An equal amount of 50 μg per gel was resolved in 2-DE using IPG strips (pI 4-7 and pI 3-10NL). The protein spots were visualized with silver stain and were excised for subsequent in-gel digestion and identification by LC-MS/MS. A total of 350 protein spots were detected in Figure 1A and a total of 220 spots were detected in Figure 1B by comparative analysis using PDQuest 2-D software (version 7.1.1). A direct 2-DE analysis of a complex protein sample can encounter resolution problems, and not all proteins can be detected on a 2-DE map. The difference in resolution could explain why more protein spots were detected in Figure 1A than in Figure 1B. The protein identification was carried out by LC-MS/MS. The spots N33 ~ N36, identified in Figures 1A and 1B, were immunoglobulin heavy and light chain proteins which were also listed in Table 1. Mouse anti-human immunoglobulin monoclonal antibody was also used for 2-D immunoreactivity analysis to confirm the data as shown in Figures 1C and 1D. The results clearly indicate that immunoglobulin heavy and light chain proteins are high-abundant in urine, which obscure the presence of the low-abundance proteins. Thus, it is necessary to remove the abundant proteins to enrich the low-abundance proteins. The application of nProtein A Sepharose (GE Healthcare) was widely used for removing immunoglobulin from a protein mixture. An attempt to remove immunoglobulin proteins in urine by nProtein A Sepharose was not successful (results reported in the additional file 1: Supplemental section and Additional file 2: figure S1).

Figure 1
figure 1

Two-DE maps of urine proteome of healthy people. (A) A total of 350 protein spots were detected at pI 4-7, and (B) a total of 220 spots were detected at pI 3-10NL by comparative analysis with PDQuest 2-D software. (C) 2-D western blot analysis immunoglobulin of total urine protein (pI 4-7) (D) 2-D western blot analysis immunoglobulin of total urine protein (pI 3-10NL).

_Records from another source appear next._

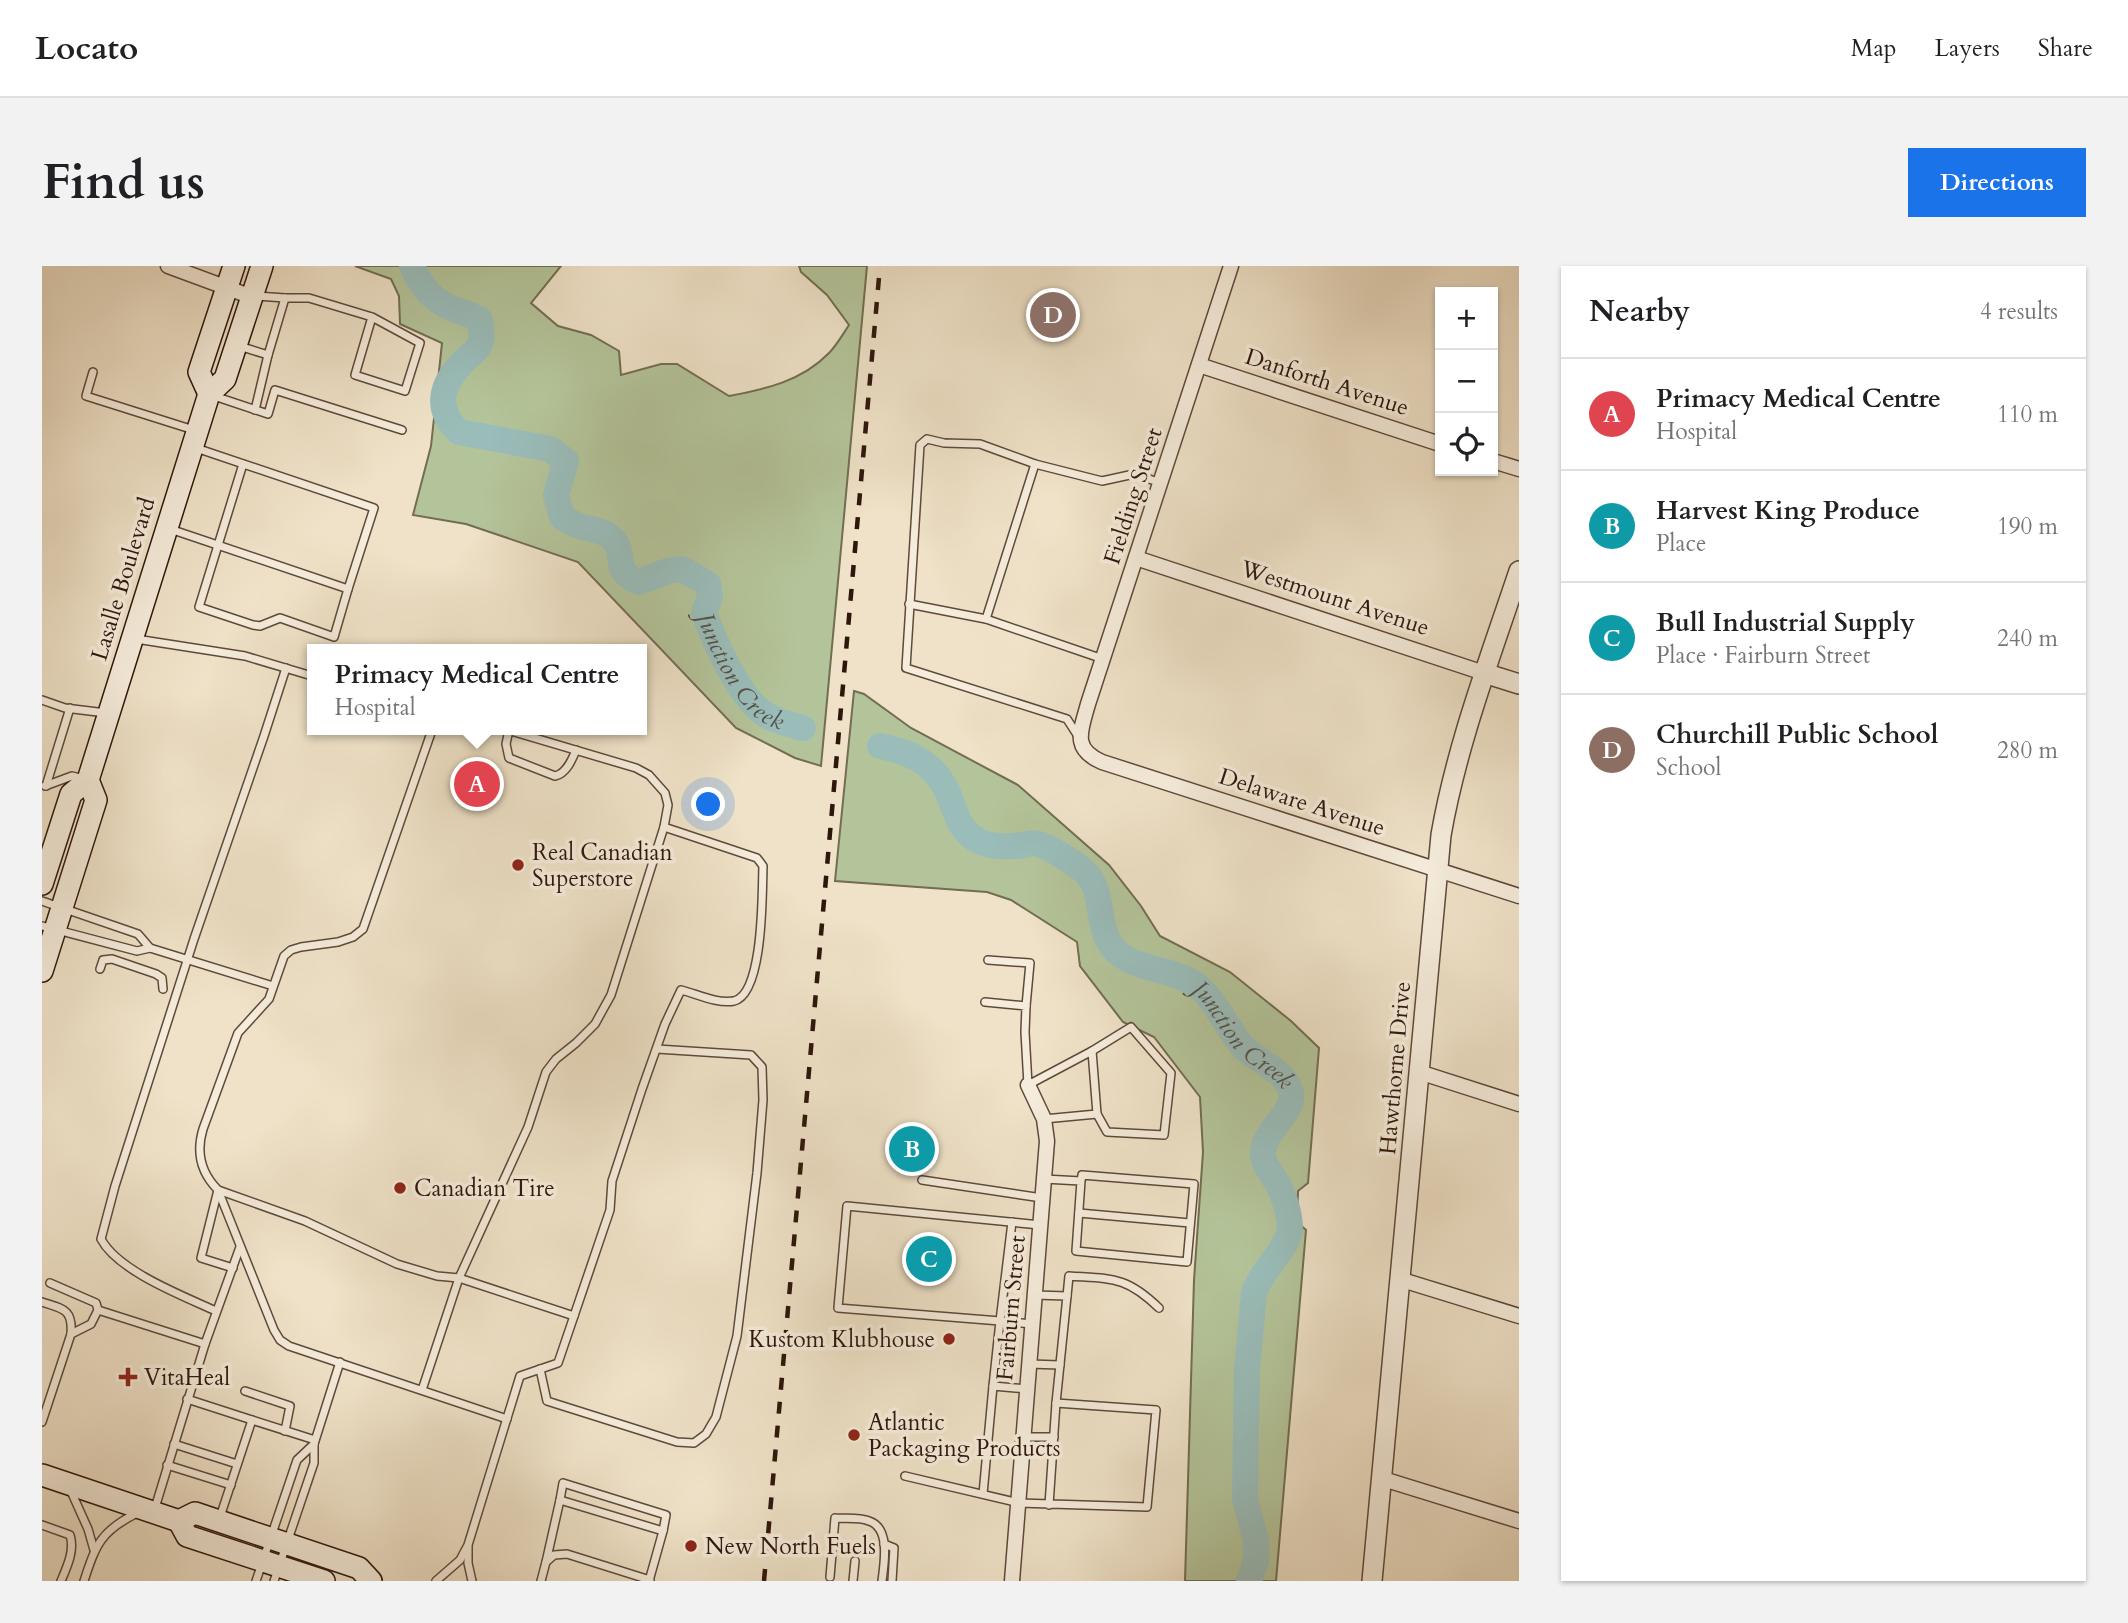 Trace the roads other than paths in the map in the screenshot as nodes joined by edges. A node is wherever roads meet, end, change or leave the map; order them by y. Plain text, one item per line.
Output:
1 (167, 266) edge
2 (234, 266) edge
3 (262, 266) edge
4 (1231, 266) edge
5 (226, 288) junction
6 (252, 297) junction
7 (285, 298) junction
8 (372, 317) junction
9 (237, 345) junction
10 (268, 355) junction
11 (1199, 365) junction
12 (93, 372) dead end
13 (209, 394) junction
14 (255, 410) junction
15 (402, 430) dead end
16 (195, 439) junction
17 (1435, 441) edge
18 (1498, 463) edge
19 (243, 464) junction
20 (1035, 464) junction
21 (1519, 469) edge
22 (1161, 483) junction
23 (167, 528) junction
24 (218, 545) junction
25 (1136, 558) junction
26 (1519, 570) edge
27 (348, 589) junction
28 (909, 604) junction
29 (986, 619) junction
30 (132, 639) junction
31 (1103, 659) junction
32 (286, 668) junction
33 (1484, 673) junction
34 (307, 674) edge
35 (1519, 684) edge
36 (42, 700) edge
37 (70, 708) junction
38 (109, 713) junction
39 (430, 735) edge
40 (508, 735) edge
41 (526, 735) edge
42 (1080, 740) junction
43 (576, 750) junction
44 (88, 780) junction
45 (44, 786) edge
46 (664, 827) junction
47 (1438, 870) junction
48 (42, 884) edge
49 (1519, 896) edge
50 (52, 904) edge
51 (49, 928) edge
52 (150, 948) junction
53 (187, 960) junction
54 (988, 960) dead end
55 (100, 969) dead end
56 (42, 971) edge
57 (273, 986) junction
58 (163, 989) dead end
59 (985, 1002) dead end
60 (1026, 1006) junction
61 (657, 1049) junction
62 (1092, 1051) junction
63 (1419, 1072) junction
64 (1028, 1085) junction
65 (1519, 1104) edge
66 (1097, 1114) junction
67 (1044, 1119) junction
68 (922, 1180) dead end
69 (1044, 1180) junction
70 (1081, 1181) junction
71 (218, 1190) junction
72 (1043, 1198) junction
73 (1079, 1213) junction
74 (1012, 1222) junction
75 (1190, 1223) junction
76 (1041, 1225) junction
77 (240, 1246) junction
78 (233, 1268) junction
79 (458, 1278) junction
80 (1399, 1279) junction
81 (50, 1283) dead end
82 (1035, 1295) junction
83 (1067, 1296) junction
84 (42, 1301) edge
85 (1159, 1308) dead end
86 (98, 1310) junction
87 (216, 1311) junction
88 (574, 1316) junction
89 (1519, 1316) edge
90 (1000, 1321) junction
91 (1033, 1324) junction
92 (71, 1334) junction
93 (205, 1344) junction
94 (341, 1362) junction
95 (1030, 1364) junction
96 (1060, 1366) junction
97 (540, 1369) junction
98 (195, 1375) junction
99 (214, 1381) dead end
100 (993, 1386) junction
101 (1027, 1389) junction
102 (422, 1390) junction
103 (245, 1391) dead end
104 (187, 1399) junction
105 (1056, 1403) junction
106 (43, 1412) edge
107 (507, 1419) junction
108 (252, 1420) junction
109 (42, 1422) edge
110 (285, 1431) junction
111 (1024, 1437) junction
112 (1054, 1437) junction
113 (314, 1442) junction
114 (174, 1444) junction
115 (237, 1464) junction
116 (167, 1465) junction
117 (42, 1475) edge
118 (905, 1476) dead end
119 (1380, 1478) junction
120 (69, 1485) junction
121 (231, 1485) junction
122 (983, 1494) junction
123 (559, 1500) junction
124 (1019, 1503) junction
125 (1049, 1505) junction
126 (148, 1511) junction
127 (179, 1521) junction
128 (218, 1521) junction
129 (1519, 1521) edge
130 (42, 1525) edge
131 (663, 1531) junction
132 (278, 1541) junction
133 (884, 1544) junction
134 (468, 1545) junction
135 (94, 1550) junction
136 (855, 1561) dead end
137 (546, 1562) junction
138 (268, 1572) edge
139 (830, 1577) dead end
140 (543, 1580) edge
141 (61, 1581) edge
142 (84, 1581) edge
143 (324, 1581) edge
144 (371, 1581) edge
145 (436, 1581) edge
146 (472, 1581) edge
147 (650, 1581) edge
148 (853, 1581) edge
149 (882, 1581) edge
150 (892, 1581) edge
151 (1012, 1581) edge
152 (1372, 1581) edge

1 - 5 street
2 - 5 main road, Lasalle Boulevard
3 - 6 main road, Lasalle Boulevard
4 - 11 street, Fielding Street
5 - 6 street
5 - 13 main road, Lasalle Boulevard
6 - 7 lane
6 - 9 main road, Lasalle Boulevard
7 - 8 lane
7 - 10 lane
8 - 8 lane
9 - 10 lane
9 - 13 main road, Lasalle Boulevard
10 - 14 lane
11 - 17 street, Danforth Avenue
11 - 22 street, Fielding Street
12 - 16 lane
13 - 14 lane
13 - 16 main road, Lasalle Boulevard
14 - 15 lane
16 - 19 lane
16 - 23 main road, Lasalle Boulevard
18 - 21 street
19 - 24 lane
19 - 27 lane
20 - 22 lane
20 - 28 lane
20 - 29 lane
22 - 25 street, Fielding Street
23 - 24 lane
23 - 30 main road, Lasalle Boulevard
24 - 27 lane
24 - 27 lane
25 - 31 street, Fielding Street
25 - 33 street, Westmount Avenue
26 - 33 street, Hawthorne Drive
28 - 29 lane
28 - 42 lane
29 - 31 lane
30 - 32 lane
30 - 38 main road, Lasalle Boulevard
31 - 42 street, Fielding Street
32 - 34 lane
32 - 53 lane
33 - 35 street, Westmount Avenue
33 - 47 street, Hawthorne Drive
36 - 37 lane
37 - 38 lane
37 - 45 lane
38 - 44 main road, Lasalle Boulevard
39 - 57 lane
40 - 43 lane
41 - 43 lane
42 - 47 street, Delaware Avenue
43 - 46 lane
44 - 45 lane
44 - 48 main road, Lasalle Boulevard
44 - 50 main road, Lasalle Boulevard
46 - 61 lane
46 - 79 lane
47 - 49 street, Delaware Avenue
47 - 63 street, Hawthorne Drive
50 - 51 main road, Lasalle Boulevard
50 - 52 lane
51 - 52 lane
51 - 56 main road, Lasalle Boulevard
52 - 53 lane
53 - 57 lane
53 - 87 lane
54 - 60 lane
55 - 58 lane
57 - 71 lane
59 - 60 lane
60 - 64 lane
61 - 88 lane
61 - 97 lane
62 - 64 lane
62 - 66 lane
62 - 66 lane
63 - 65 street
63 - 80 street, Hawthorne Drive
64 - 67 street, Fairburn Street
66 - 67 lane
67 - 69 street, Fairburn Street
68 - 72 lane
69 - 70 lane
69 - 72 street, Fairburn Street
70 - 73 lane
70 - 75 lane
71 - 77 lane
71 - 78 lane
71 - 79 lane
72 - 76 street, Fairburn Street
73 - 75 lane
73 - 75 lane
74 - 76 lane
74 - 90 lane
74 - 90 lane
76 - 82 street, Fairburn Street
77 - 78 lane
77 - 94 lane
78 - 87 lane
79 - 88 lane
79 - 102 lane
80 - 89 street
80 - 119 street, Hawthorne Drive
81 - 86 lane
82 - 83 lane
82 - 91 street, Fairburn Street
83 - 85 lane
83 - 96 lane
84 - 92 lane
86 - 92 lane
86 - 93 lane
87 - 93 lane
88 - 97 lane
90 - 91 lane
90 - 100 lane
91 - 95 street, Fairburn Street
92 - 106 lane
93 - 98 lane
94 - 102 lane
94 - 113 lane
95 - 96 lane
95 - 101 street, Fairburn Street
96 - 105 lane
97 - 107 lane
98 - 99 lane
98 - 104 lane
100 - 101 lane
100 - 122 lane
101 - 111 street, Fairburn Street
102 - 107 lane
103 - 110 lane
104 - 108 lane
104 - 114 lane
105 - 112 lane
105 - 125 lane
106 - 109 lane
107 - 134 lane
108 - 110 lane
108 - 115 lane
110 - 113 lane
111 - 112 lane
111 - 124 street, Fairburn Street
112 - 125 lane
113 - 132 lane
113 - 132 lane
114 - 115 lane
114 - 116 lane
115 - 121 lane
116 - 121 lane
116 - 126 lane
117 - 120 main road
118 - 122 lane
119 - 129 street
119 - 152 street, Hawthorne Drive
120 - 126 main road
120 - 135 lane
121 - 128 lane
122 - 124 lane
123 - 131 lane
123 - 131 lane
123 - 137 lane
124 - 125 lane
124 - 151 street, Fairburn Street
126 - 127 main road
126 - 135 lane
127 - 128 main road
127 - 138 main road
128 - 132 main road
130 - 141 lane
131 - 147 lane
132 - 138 lane
132 - 138 lane
132 - 144 main road
133 - 139 lane
133 - 149 lane
133 - 150 lane
134 - 145 lane
134 - 146 lane
135 - 142 lane
136 - 148 lane
137 - 140 lane
137 - 147 lane
138 - 143 main road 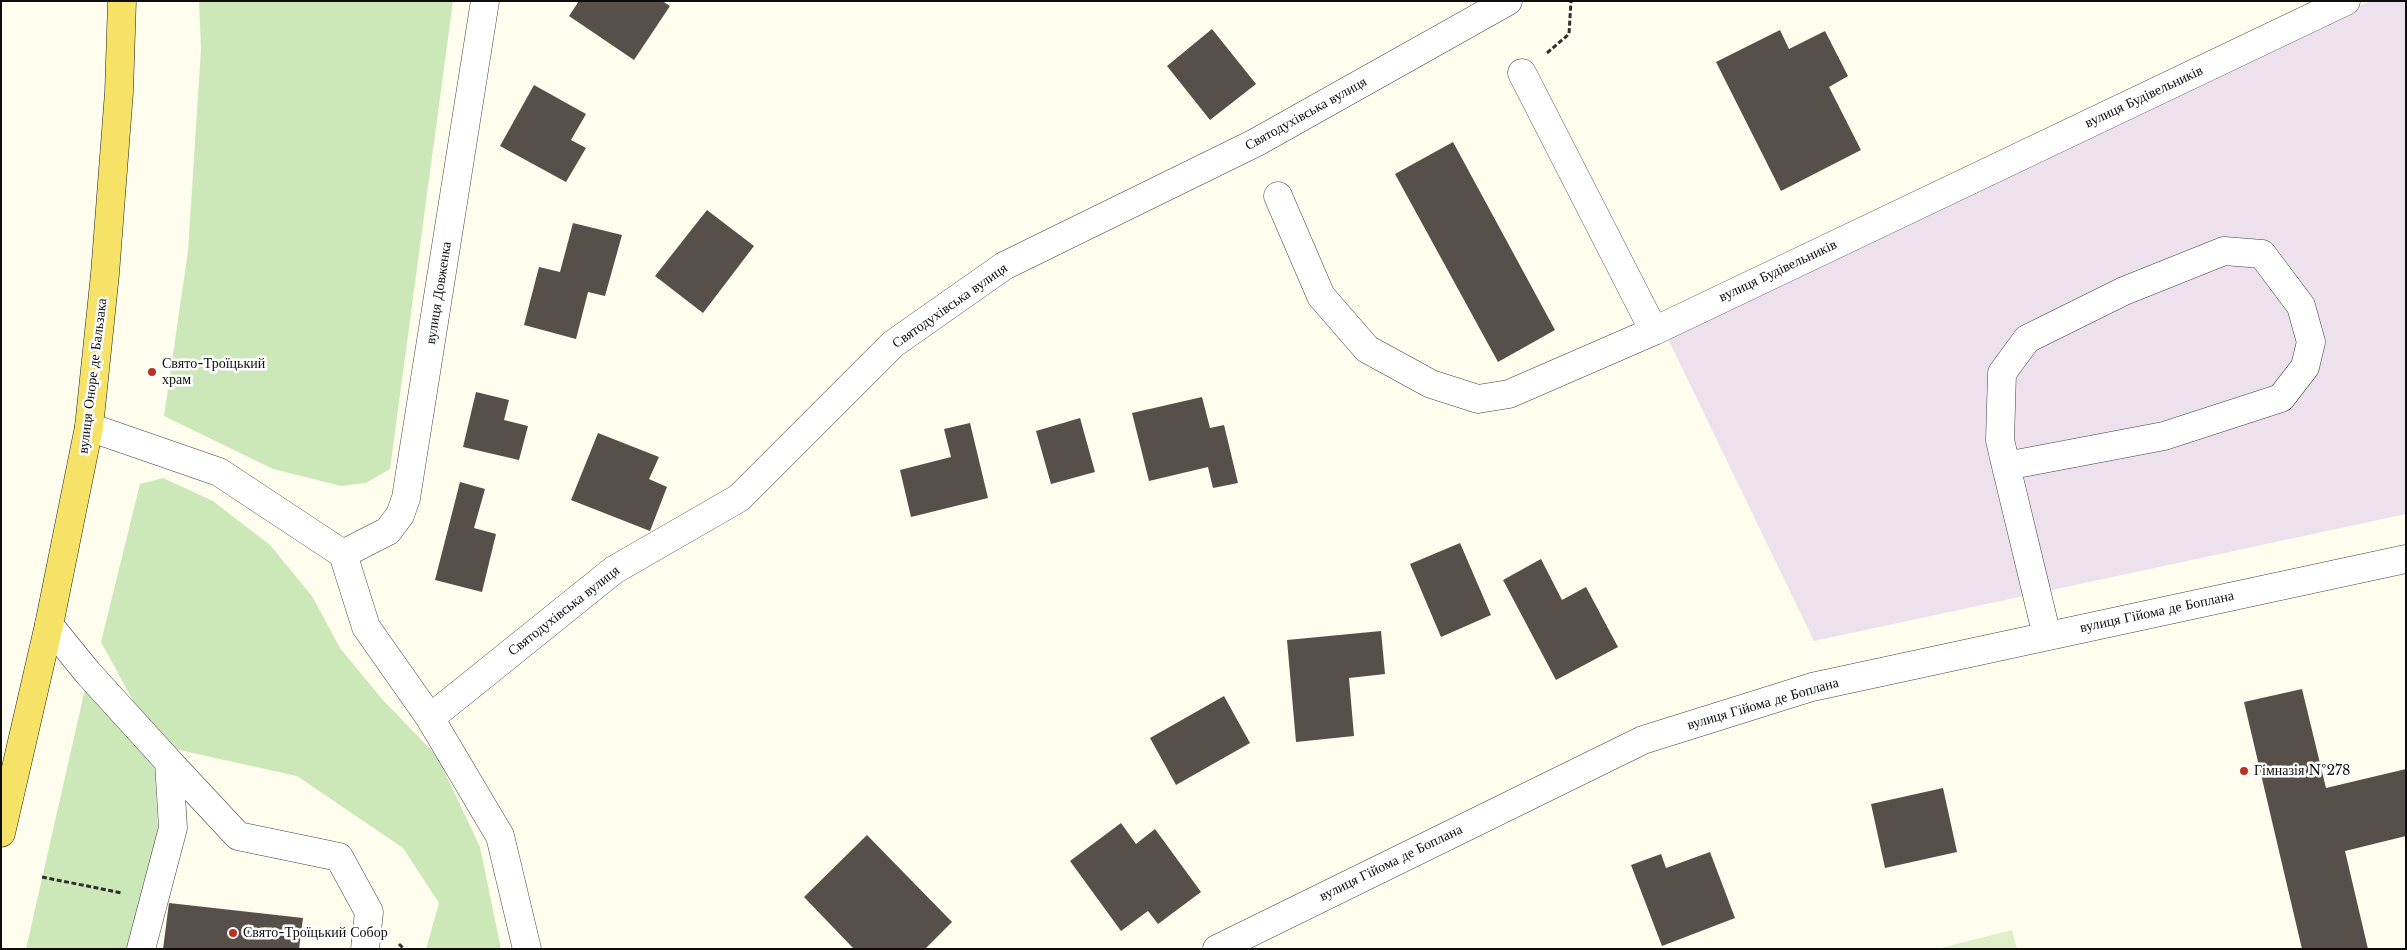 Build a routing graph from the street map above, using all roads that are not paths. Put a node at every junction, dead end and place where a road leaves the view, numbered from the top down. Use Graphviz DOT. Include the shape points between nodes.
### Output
graph roads {
  1 [pos="122,1"];
  2 [pos="485,1"];
  3 [pos="1508,1"];
  4 [pos="2346,1"];
  5 [pos="1522,73"];
  6 [pos="1278,196"];
  7 [pos="1654,330"];
  8 [pos="89,427"];
  9 [pos="2006,466"];
  10 [pos="343,554"];
  11 [pos="2406,559"];
  12 [pos="49,625"];
  13 [pos="2047,636"];
  14 [pos="430,718"];
  15 [pos="168,762"];
  16 [pos="1,833"];
  17 [pos="141,949"];
  18 [pos="364,949"];
  19 [pos="527,949"];
  20 [pos="1217,949"];
  1 -- 8 [label="main road, вулиця Оноре де Бальзака" via="119,92 105,274"];
  2 -- 10 [label="street, вулиця Довженка" via="406,498 400,515 388,531"];
  3 -- 14 [label="street, Святодухівська вулиця" via="1255,143 1004,266 893,344 739,498 614,570"];
  4 -- 7 [label="street, вулиця Будівельників"];
  5 -- 7 [label="street"];
  6 -- 7 [label="street, вулиця Будівельників" via="1321,296 1367,349 1431,384 1478,400 1509,394"];
  8 -- 10 [label="street" via="219,472"];
  8 -- 12 [label="main road, вулиця Оноре де Бальзака"];
  9 -- 9 [label="street" via="2000,440 2002,373 2027,339 2124,291 2224,251 2262,254 2302,306 2311,342 2305,367 2281,398 2164,436"];
  9 -- 13 [label="street"];
  10 -- 14 [label="street" via="366,627"];
  11 -- 13 [label="street, вулиця Гійома де Боплана"];
  12 -- 15 [label="street"];
  12 -- 16 [label="main road, вулиця Оноре де Бальзака"];
  13 -- 20 [label="street, вулиця Гійома де Боплана" via="1812,687 1643,740"];
  14 -- 19 [label="street" via="500,836"];
  15 -- 17 [label="street" via="173,828"];
  15 -- 18 [label="street" via="238,836 339,858 369,912"];
}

Table 1 Summary of protein spots of healthy urine identified by LC-MS/MS

Fractionation of urine proteome by non-fixed volume stepwise WAX with NaCl solutions

Ion exchange chromatography depends on charge-charge interactions between the proteins of a sample and the charges immobilized on the resin. In anion exchange chromatography the binding ions are negatively charged and the immobilized functional groups are positively charged. Once the solutes are bound to the gel, the column is washed in a starting buffer to equilibrate, then the bound molecules are eluted off in a stepwise manner using a salt solution with increasing ionic strength. At low ionic strengths, competition for charged proteins on gel resin is at a low level, therefore they are bound strongly on gel resin. When the ionic strength increases, so does the competition, and in turn, the affinity between proteins and gel resin decreases. The end result is more bound proteins being released from the gel resin. Thongboonkerd et al. used SP Sepharose Fast Flow Bead (a cationic ion exchange chromatography) to enrich the basic proteins in urine such as eosinophil-derived neurotoxin and interferon alpha [20]. This study used stepwise elution anion exchange chromatography for the fractionation of urine proteins and the enrichment of low-abundance proteins. The recovery rates of proteins were between 72.1% and 74.2%. The non-fixed volume stepwise elution method offers the potential of high resolution in preparative applications. Ideally, the non-fixed volume stepwise elution can eliminate the overlapping distribution of proteins in two neighboring fractions. The 2-DE maps of the four fractions of total urine protein eluted by NaCl (fraction Unbound, fraction NaCl-1, fraction NaCl-2, and fraction NaCl-3) were shown in Figure 2A to 2D.

Figure 2
figure 2

2-DE maps of fractions of urine proteome of healthy people obtained by non-fixed volume stepwise elution DEAE-Sephacel anion exchange chromatography. (pI 4-7) (A) unbound Proteins in fraction (B) Proteins in fraction NaCl-1 obtained by elution with 50 mM NaCl. (C) Proteins in fraction NaCl-2 obtained by elution with 100 mM NaCl. (D) Proteins in fraction NaCl-3 obtained by elution with 1 M NaCl.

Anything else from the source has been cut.